ニューヨークに拠点を置き、Tinder、Vimeo、Matchなどを傘下で運営するInterActiveCorp(IAC)。2015年5月、クロスボーダーM&AによりそのIACグループに参画したエウレカ。いよいよグローバルでの本格的な戦いがはじまるというところだ。11月18〜19日に開催されたTechCrunch Tokyo 2015の最終セッションにはエウレカ代表取締役CEOの赤坂優氏が登壇し、今後の展開を語った。モデレーターはTechCrunch Japan編集部の岩本有平が務めた。
エウレカはFacebookを利用した恋愛マッチングサービス「pairs」と、写真アルバムやメッセージなどの機能を提供するカップル専用アプリ「Couples」を運営している。pairsは2012年10月のリリースで、会員数は日本と台湾で300万人(そのうち台湾は100万人程度)、これまでのマッチング数は1510万件に上る。そして驚くことに、1分間に25件のマッチングが行われている。これは競合サービスの約8倍の頻度だという。

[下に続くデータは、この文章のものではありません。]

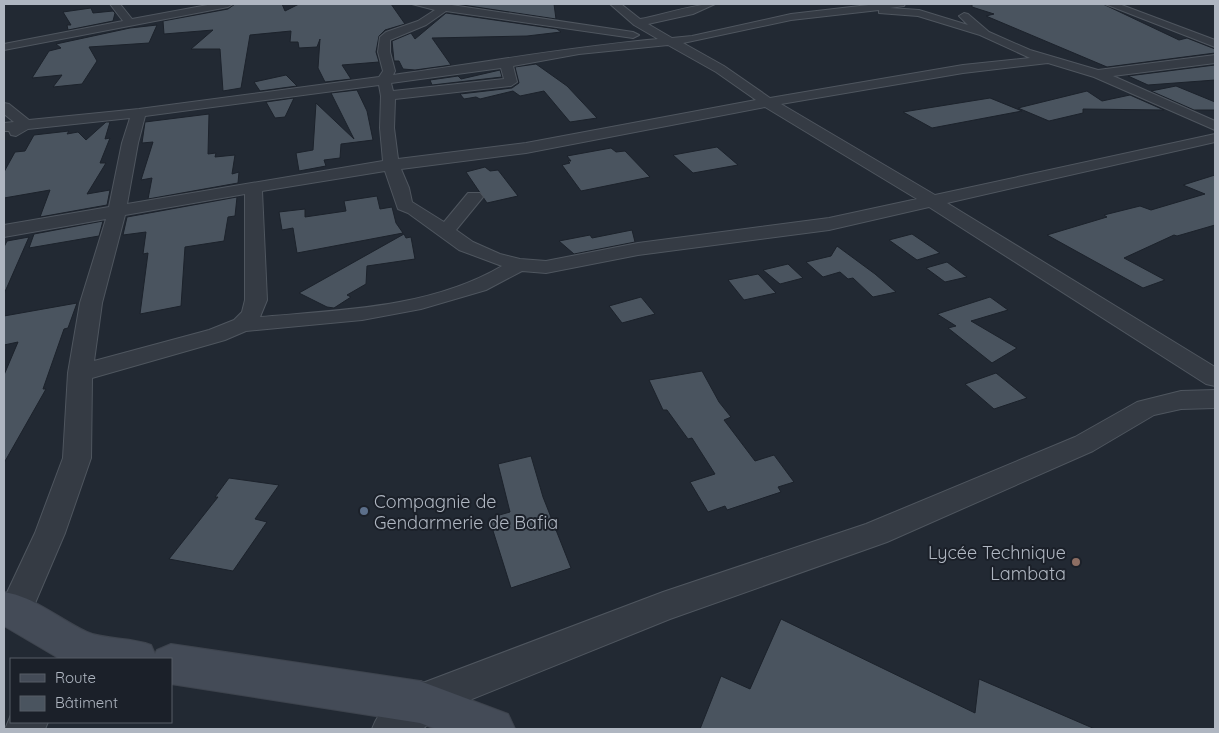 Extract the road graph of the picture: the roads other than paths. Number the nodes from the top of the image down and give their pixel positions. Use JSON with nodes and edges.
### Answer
{"nodes":[{"id":1,"x":115,"y":4,"type":"edge"},
{"id":2,"x":228,"y":4,"type":"edge"},
{"id":3,"x":417,"y":4,"type":"edge"},
{"id":4,"x":615,"y":4,"type":"edge"},
{"id":5,"x":710,"y":4,"type":"edge"},
{"id":6,"x":894,"y":4,"type":"edge"},
{"id":7,"x":1110,"y":4,"type":"edge"},
{"id":8,"x":436,"y":5,"type":"edge"},
{"id":9,"x":851,"y":10,"type":"junction"},
{"id":10,"x":919,"y":13,"type":"junction"},
{"id":11,"x":964,"y":16,"type":"dead end"},
{"id":12,"x":130,"y":22,"type":"junction"},
{"id":13,"x":638,"y":23,"type":"junction"},
{"id":14,"x":984,"y":34,"type":"junction"},
{"id":15,"x":667,"y":42,"type":"junction"},
{"id":16,"x":1215,"y":44,"type":"edge"},
{"id":17,"x":4,"y":47,"type":"edge"},
{"id":18,"x":1215,"y":59,"type":"edge"},
{"id":19,"x":1046,"y":60,"type":"junction"},
{"id":20,"x":509,"y":64,"type":"junction"},
{"id":21,"x":1098,"y":74,"type":"junction"},
{"id":22,"x":384,"y":80,"type":"junction"},
{"id":23,"x":388,"y":96,"type":"junction"},
{"id":24,"x":769,"y":103,"type":"junction"},
{"id":25,"x":4,"y":107,"type":"edge"},
{"id":26,"x":139,"y":113,"type":"junction"},
{"id":27,"x":24,"y":125,"type":"junction"},
{"id":28,"x":1215,"y":126,"type":"edge"},
{"id":29,"x":4,"y":127,"type":"edge"},
{"id":30,"x":1215,"y":138,"type":"edge"},
{"id":31,"x":4,"y":141,"type":"edge"},
{"id":32,"x":391,"y":164,"type":"junction"},
{"id":33,"x":253,"y":188,"type":"junction"},
{"id":34,"x":474,"y":197,"type":"dead end"},
{"id":35,"x":931,"y":201,"type":"junction"},
{"id":36,"x":117,"y":211,"type":"junction"},
{"id":37,"x":4,"y":231,"type":"edge"},
{"id":38,"x":446,"y":231,"type":"junction"},
{"id":39,"x":519,"y":265,"type":"junction"},
{"id":40,"x":242,"y":325,"type":"junction"},
{"id":41,"x":80,"y":373,"type":"junction"},
{"id":42,"x":1215,"y":378,"type":"edge"},
{"id":43,"x":1215,"y":399,"type":"edge"},
{"id":44,"x":9,"y":610,"type":"edge"},
{"id":45,"x":80,"y":655,"type":"edge"},
{"id":46,"x":123,"y":658,"type":"edge"},
{"id":47,"x":172,"y":664,"type":"edge"},
{"id":48,"x":407,"y":716,"type":"edge"},
{"id":49,"x":493,"y":729,"type":"edge"}],
"edges":[{"from":1,"to":12,"type":"street"},
{"from":2,"to":12,"type":"street"},
{"from":3,"to":8,"type":"street"},
{"from":4,"to":13,"type":"street"},
{"from":5,"to":13,"type":"street"},
{"from":6,"to":9,"type":"street"},
{"from":6,"to":10,"type":"street"},
{"from":7,"to":16,"type":"street"},
{"from":8,"to":15,"type":"street"},
{"from":8,"to":22,"type":"street"},
{"from":9,"to":10,"type":"street"},
{"from":9,"to":15,"type":"street"},
{"from":10,"to":14,"type":"street"},
{"from":11,"to":14,"type":"street"},
{"from":12,"to":17,"type":"street"},
{"from":13,"to":15,"type":"street"},
{"from":14,"to":19,"type":"street"},
{"from":15,"to":20,"type":"street"},
{"from":15,"to":24,"type":"street"},
{"from":18,"to":21,"type":"street"},
{"from":19,"to":21,"type":"street"},
{"from":19,"to":24,"type":"street"},
{"from":20,"to":22,"type":"street"},
{"from":20,"to":23,"type":"street"},
{"from":21,"to":28,"type":"street"},
{"from":22,"to":23,"type":"street"},
{"from":22,"to":26,"type":"street"},
{"from":23,"to":32,"type":"street"},
{"from":24,"to":32,"type":"street"},
{"from":24,"to":35,"type":"street"},
{"from":25,"to":27,"type":"street"},
{"from":26,"to":27,"type":"street"},
{"from":26,"to":36,"type":"street"},
{"from":27,"to":29,"type":"street"},
{"from":27,"to":31,"type":"street"},
{"from":30,"to":35,"type":"street"},
{"from":32,"to":33,"type":"street"},
{"from":32,"to":38,"type":"street"},
{"from":33,"to":36,"type":"street"},
{"from":33,"to":40,"type":"street"},
{"from":34,"to":38,"type":"street"},
{"from":35,"to":39,"type":"street"},
{"from":35,"to":42,"type":"street"},
{"from":36,"to":37,"type":"street"},
{"from":36,"to":41,"type":"street"},
{"from":38,"to":39,"type":"street"},
{"from":39,"to":40,"type":"street"},
{"from":40,"to":41,"type":"street"},
{"from":41,"to":44,"type":"street"},
{"from":43,"to":48,"type":"street"},
{"from":44,"to":45,"type":"main road"},
{"from":45,"to":46,"type":"main road"},
{"from":47,"to":48,"type":"main road"},
{"from":48,"to":49,"type":"main road"}]}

pairsで出会い、実際に結婚したカップルもいるそうで、赤坂氏自ら「結婚式に参加したり、色紙を書いたりもしている」そうだ。カップル専用アプリcouplesも順調で、10〜20代のカップルの3分の1が使用しており、DAUで40万人のユーザーがいるという。
来年には新サービスも開始
エウレカの売り上げは右肩上がりで順風満帆にも見えるが、自社サービスに関しては小さなピボット(事業を方向転換すること)を繰り返して成長の可能性をを探り続けてきた。2014年までは受託もしていたという。いまやpairsの会社というイメージが強いが、「リクルートの『ゆりかごから墓場まで』という戦略があるが、それをスマートフォンのプラットフォームで作っていきたい」(赤坂氏)と語る。
既存サービスの延長線上には結婚、出産、育児、介護などさまざまな領域がある。赤坂氏は具体的な領域こそ明かさなかったが「来年、1つ新サービスを出したいと思っている」と明かした。また、既存のサービスについては、アジア圏のマッチングサービスを買収することも視野に入れているそうだ。
人のニーズに近く、課金できるサービスを
赤坂氏は2008年に起業し、当時広まりつつあったクラウドソーシングサービス「MILLION DESIGNS」を始めるも、このままでは会社を続けることは難しいと判断し、2012年にはランサーズに売却。また、アプリ検索サービス「Pickie」もうまくいかず、受託の収益に頼っていたという。これらサービスは現在では確かにニーズもあるし、有名となった競合サービスもあるが、当時は「トレンドの2.5歩先をいっている」と感じたという。
こうした経験を経て、「人のニーズの根源に近く、ユーザーが今すぐに課金できるサービスをやっていこうということで、pairsを始めた」のだそうだ。その後の成長はグラフからも見れるように、凄まじい勢いだった。この急成長については、「もともと受託でFacebookのアプリを作っていたりして、いいねを稼いでCRM(顧客関係管理、顧客との関係を構築して満足度をあげること)を向上させることが得意だった」と話した。
買収という選択肢を選んだ理由
2015年5月の買収についての話題に移ると、2014年のうちに意思決定をし、アメリカのIACとも接触を持ち始めたそうだが、結果は「本当に幸せなM&Aだった」と話す。
買収となると、買われるの社員から見れば、社長の退任をはじめとして、社内の状況が悪くなるイメージも少なくない。しかしエウレカでは買収のプレスリリースが出る1時間前に社員を集めて発表したところ、最後には拍手が起こったという。
「IACにジョインをして、これから本当に世界でやっていくということを表現できた瞬間だった」と赤坂氏は振り返る。IACへの売却を決めた理由としては、「資本力とグローバルでのオンラインデーティングサービスのノウハウがすごいことに尽きる。ソーシャルゲームと同じで、オンラインデーティングサービスもユーザーの課金ポイントを作る、エンゲージメントの高いユーザー獲得などノウハウありきなサービスだから」と話す。
ちなみに100億円とも200億円ともウワサされる買収金額の詳細については明かされることはなかったが、IACはNASDAQに上場しているので、年末の決算で明らかになると思われる。
今後の展開については、もちろんアジアでのサービス展開ということになるが、赤坂氏は「オンラインデーティングの領域では1人勝ちはできない。ユーザーは他のサービスにも登録する」と言う。なので、やはり他サービスの買収も戦略としてありうるというのだろう。また、自身の今後については「まずはミッション(アジア1のデーティングサービスを作る)を果たす」とした。